日銀の「長短金利操作付き量的・質的金融緩和」は、「2%を超える」物価目標を、政府との協働で中長期的に目指すものであるという理解がマーケットで浸透してきた。

展望レポートで示されている「2%の物価安定の目標に向けたモメンタムは維持されている」という判断が維持される限り、目標達成時期の日銀の予想の先送りが、即座の追加金融緩和につながる形ではなくなっている。

長期金利のフェアバリューはどこに?

日銀の金融政策は現状維持が基本となるだろうが、「長短金利操作付き量的・質的金融緩和」の効果は変動すると考えられる。マクロのファンダメンタルズなどにより、長期金利のフェアバリューが引き続き、変動していくことになるからだ。

長期金利のフェアバリューが上昇していけば、日銀は0%のターゲットへ誘導するために、国債買い入れ額を増やし、量的緩和効果が強くなり、逆も真である。長期金利がコントロールされているとしても、フェアバリューを意識しておくことは、引き続き重要である。

長期金利のマクロのファンダメンタルズ要因としては、企業貯蓄率と財政収支の合計で貨幣経済の拡張を左右するネットの資金需要(トータルレバレッジ、GDP対比、マイナスが強い)と、失業率に先行する指標として知られ、内需の拡張を左右する日銀短観中小企業金融機関貸出態度DIの二つの柱がある。

長期金利の金融政策要因としては、イールドカーブのアンカーである日銀政策金利と、日銀の資金供給(マネタイズ、買いオペ)の力を示す日銀当座預金残高の変化(前年差、GDP対比)の二つの柱がある。

米国債10年金利を追う

政策金利の1単位当たりの変化に対する長期金利の変化幅を示す乗数が、政策金利がマイナスの時にはプラスの時の1を上回ると仮定する。そして、グローバルな金利水準の代理変数として、米国債10年金利の動きが重要となる。

これらの要因を使うと、日本の長期金利のマクロ・フェアバリューが推計できる(1988年からのデータ、4四半期移動平均、98%程度の動きを説明)。

長期金利 = 0.14+ 0.022 中小企業貸出態度DI + 0.74 (政策金利X乗数)+ 0.92 LN (米国長期金利)- 0.062 (ネットの資金需要+日銀当座預金残高変化)
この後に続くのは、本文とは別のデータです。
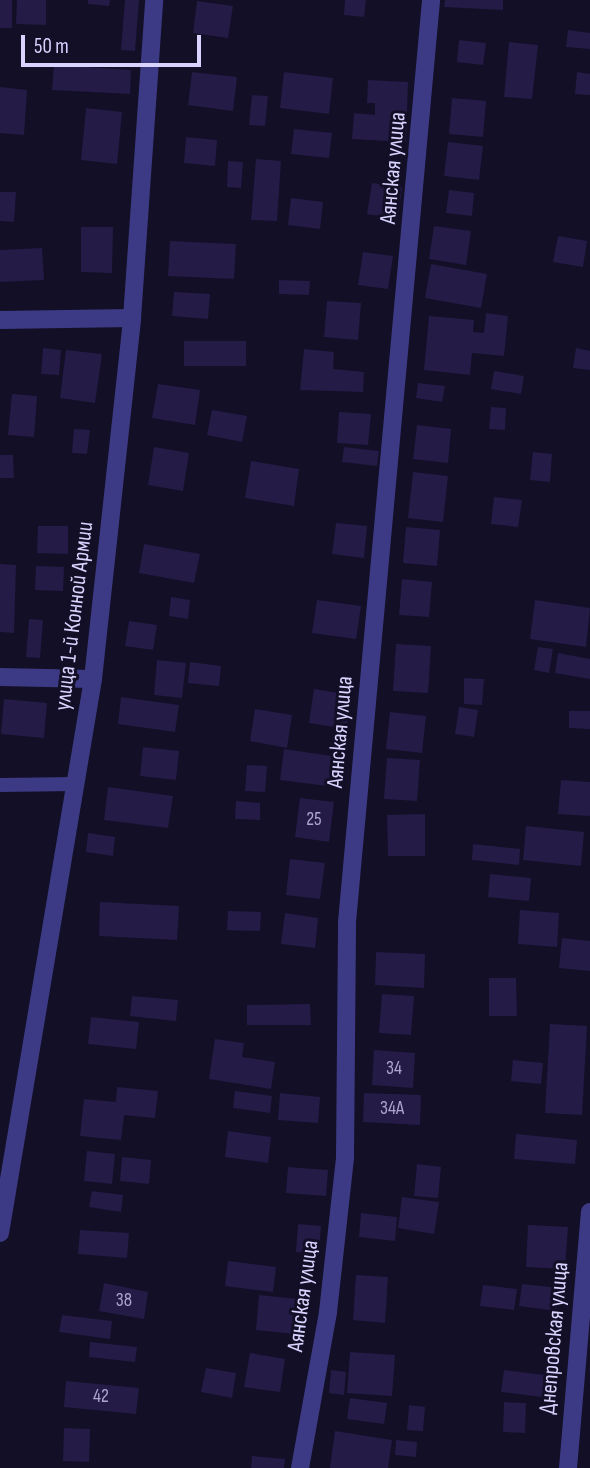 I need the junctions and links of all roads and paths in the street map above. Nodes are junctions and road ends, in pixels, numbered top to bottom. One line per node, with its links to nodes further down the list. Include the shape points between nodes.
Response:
1 (154, 0): 3 (street, улица 1-й Конной Армии)
2 (431, 0): 11 (street, Аянская улица, via 347,922 345,1158 328,1312)
3 (132, 318): 4 (street); 6 (street, улица 1-й Конной Армии)
4 (0, 320)
5 (0, 677): 6 (street)
6 (93, 679): 7 (street, улица 1-й Конной Армии)
7 (76, 784): 8 (lane); 10 (street, улица 1-й Конной Армии)
8 (0, 785)
9 (590, 1212): 12 (street, Днепровская улица)
10 (0, 1233)
11 (300, 1468)
12 (568, 1468) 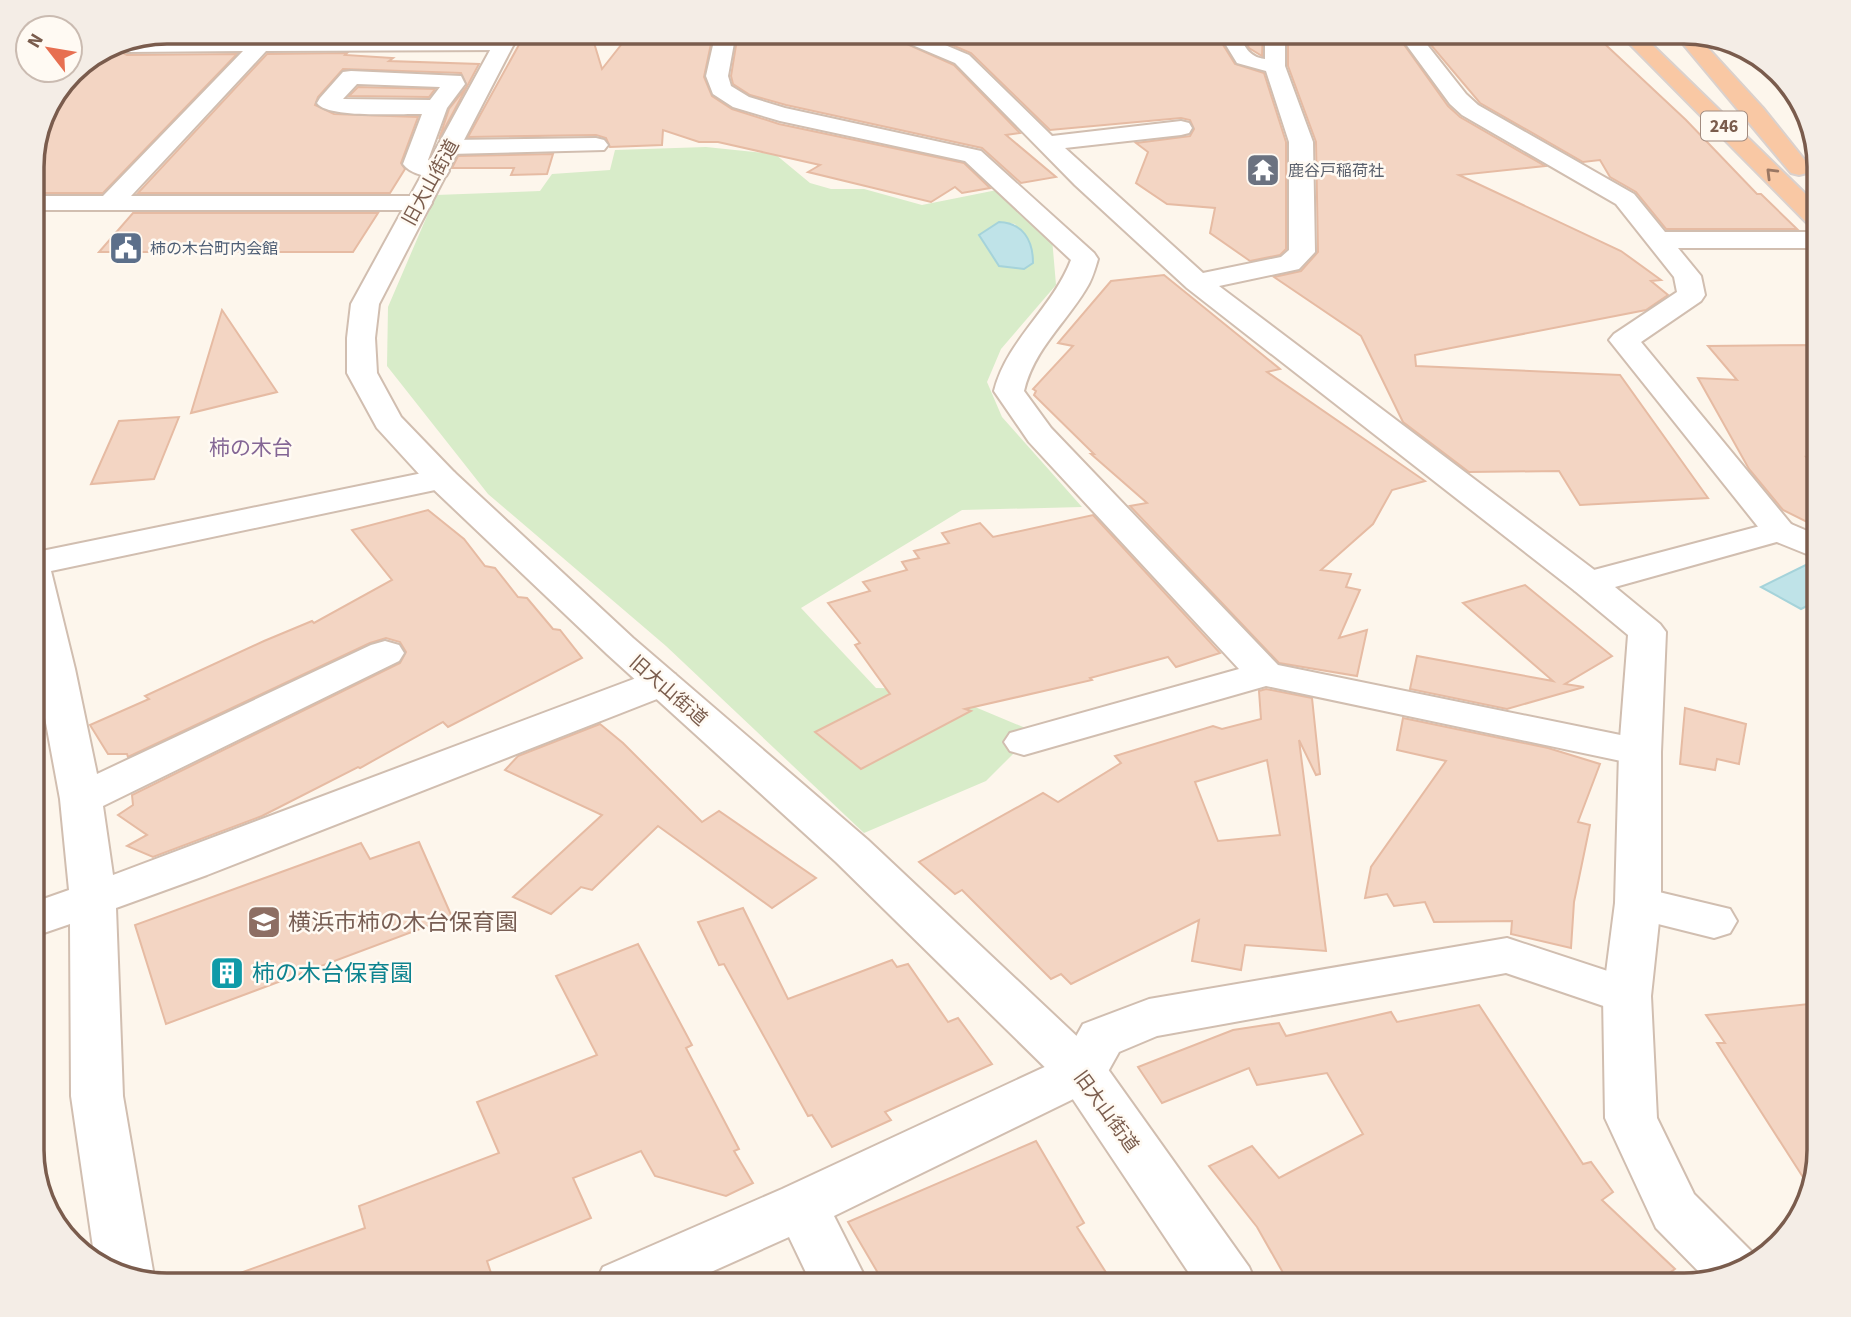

現在、消費税率引き上げ後の財政緊縮やグローバルな景気・マーケットの不透明感による企業活動の停滞により、ネットの資金需要はまた消滅してしまっている。米長期金利も低水準であるため、日本の長期金利のフェアバリューは0%程度で低く、日銀の国債買い入れ額は80兆円程度で済んでいる。

ネットの資金需要と長期金利のフェアバリュー

一方、2017年以降を考えると、財政拡大と企業活動の回復によりネットの資金需要は復活し、FEDの利上げ再開により米長期金利は上昇するだろう。そして金融環境は引き続き緩和的であり、貸出態度DIも緩やかに上昇していき、長期金利のフェアバリューは上昇していくとみられる。ネットの資金需要は2016年7-9月期の+3.5%から、2017年末に-1.3%へ拡大し、短観貸出態度DIは、2016年7-9月期の+21から、2017年末に+23に上昇すると仮定する。

米国の長期金利が2.5%まで上昇したとすると、日本の長期金利のフェアバリューは0.5%まで上昇していくとみられる。

日銀の誘導目標である、0%程度に長期金利を抑制するためには、買いオペの負荷が大きくなり乗数が2倍から4倍に上昇したとしても、国債買い入れを80兆円弱から90兆円程度に、増加させなければならないことになろう。政策手段を量から金利に日銀は変更したからといって、国債買い入れ額がすぐに減っていくとは限らない。

フェアバリューの0.5%程度に対して、日銀が0%に抑制すれば、その差は50bp程度となる。このフェアバリューと日銀の誘導目標の差が開くことは、追加的な緩和効果が強くなっていることを意味する。追加的な量的緩和の力が強くなることは、日米金利差拡大と合わせて、ドル・円を120円に向けて、円安方向に動かしてくる可能性がある。

言い換えれば、米国の景気が堅調である好影響に、レバレッジを掛ける政策の枠組みで、そのレバレッジ効果によりデフレ脱却の力を強くし、限界が意識される追加金融緩和がなくても、早期に2%超の物価上昇率に押し上げよう、というのが日銀の意図だろう。

短期的には国債買いオペの負担が増加しても、このレバレッジの力でデフレ完全脱却が早まれば、長期的には国債買いオペの減額トレンドに早く入ることができる、と考えているのだろう。